«NOTRE ÉTUDE ajoute à la masse de preuves croissante que la forte association entre Helicobacter pylori et le carcinome gastrique a été sous-estimée. Dans une revue récente des cancers liés à des infections, la proportion de tous les cancers gastriques mondiaux attribués à H. pylori était estimée à 63%. Nos résultats suggèrent que, au sein de populations à forte prévalence d'H. pylori cagA positif, cette proportion peut être même plus élevée.» Constat des travaux d'une équipe internationale, en grande partie constituée de chercheurs de l'Agence internationale pour la recherche sur le cancer (Lyon), menés au Venezuela. L'étude se fondait sur un point clé. Il existe des variations génétiques entre les souches d' H.pylori, variations qui jouent un rôle dans la pathogénicité de la bactérie. Notamment par la présence du gène cagA (pour gène associé à la cytotoxine A), inconstant au sein des souches et connu pour majorer le risque de gastrite atrophique et de cancer gastrique. L'étude a cherché à en déterminer le rôle dans la sévérité et la progression des lésions précancéreuses.

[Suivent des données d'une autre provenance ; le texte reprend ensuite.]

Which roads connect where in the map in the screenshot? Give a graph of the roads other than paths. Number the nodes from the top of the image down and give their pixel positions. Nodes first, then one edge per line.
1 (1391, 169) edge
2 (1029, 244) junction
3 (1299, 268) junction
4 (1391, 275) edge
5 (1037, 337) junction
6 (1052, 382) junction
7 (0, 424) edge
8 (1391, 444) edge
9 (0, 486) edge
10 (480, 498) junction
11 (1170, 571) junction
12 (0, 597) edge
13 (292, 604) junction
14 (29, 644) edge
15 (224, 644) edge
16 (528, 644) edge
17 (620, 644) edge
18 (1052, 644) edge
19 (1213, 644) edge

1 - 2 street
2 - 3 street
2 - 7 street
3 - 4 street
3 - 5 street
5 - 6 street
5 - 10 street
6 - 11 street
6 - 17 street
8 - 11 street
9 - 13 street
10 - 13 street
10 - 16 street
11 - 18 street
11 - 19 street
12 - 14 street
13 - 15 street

Dans l'Etat de Tachira, au Venezuela, 2 145 sujets, de 35 à 69 ans, ont été enrôlés parmi des patients recrutés dans un essai de prévention médicamenteuse. Tous ont subi des biopsies gastriques à l'enrôlement. La présence d'ADN d' H.pylori a été recherchée et la souche, selon son statut cagA, a été déterminée par PCR et sondes spécifiques. L'évolutivité a ensuite été contrôlée par des biopsies annuelles, sur une période de 3,5 ans en moyenne.
L'odd ratio pour une dysplasie était de 15,5.
Dès la première histologie, est apparue une forte association entre les souches cagA positives et la sévérité des lésions gastriques précancéreuses alors que les souches négatives n'étaient associées qu'à des gastrites chroniques. Par rapport à des sujets témoins (muqueuse normale ou légère gastrite) non infectés, l'odd ratio pour une dysplasie était de 15,5 (IC 95 % : 6,42 à 37,2), alors qu'il s'établissait à 0,9 (IC 95 % : 0,37 à 2,17) en cas de souche négative. La forte association entre le gène cagA et la sévérité de la lésion précancéreuse se confirmait. De plus, chez 75 % des sujets porteurs d'une métaplasie de type III ou d'une dysplasie, une souche cagA était mise en évidence alors qu'elle n'existait que chez 17 % des témoins. A l'inverse, les H.pylori non porteurs du gène n'ont pu créer de lésion dépassant le stade de la gastrite chronique.
En revanche, quand il s'agissait de prévoir l'évolution ou la régression des lésions gastriques, la positivité pour cagA était effectivement associée à une progression des lésions précancéreuses, mais les chiffres n'étaient pas statistiquement significatifs. Les auteurs reconnaissent deux limites à leur travail. Tout d'abord, la durée du suivi est apparemment courte et la cohorte ne comprenait aucun cas de cancer gastrique. Ils rappellent aussi que le polymorphisme de certains gènes des patients peut aussi jouer son rôle, notamment celui de l'IL1 bêta ou d'autres cytokines pro-inflammatoires. Ils avaient d'ailleurs constaté dans un travail antérieur que 3 sur 18 polymorphismes étudiés étaient associés à de sévères lésions gastriques. Mais aucune de ces associations n'atteint la puissance statistique de celle observée avec H.pylori cagA positif.
Martyn Plummer et coll. « Journal of the National Cancer Institute », vol. 9, n° 17, 5 septembre 2007.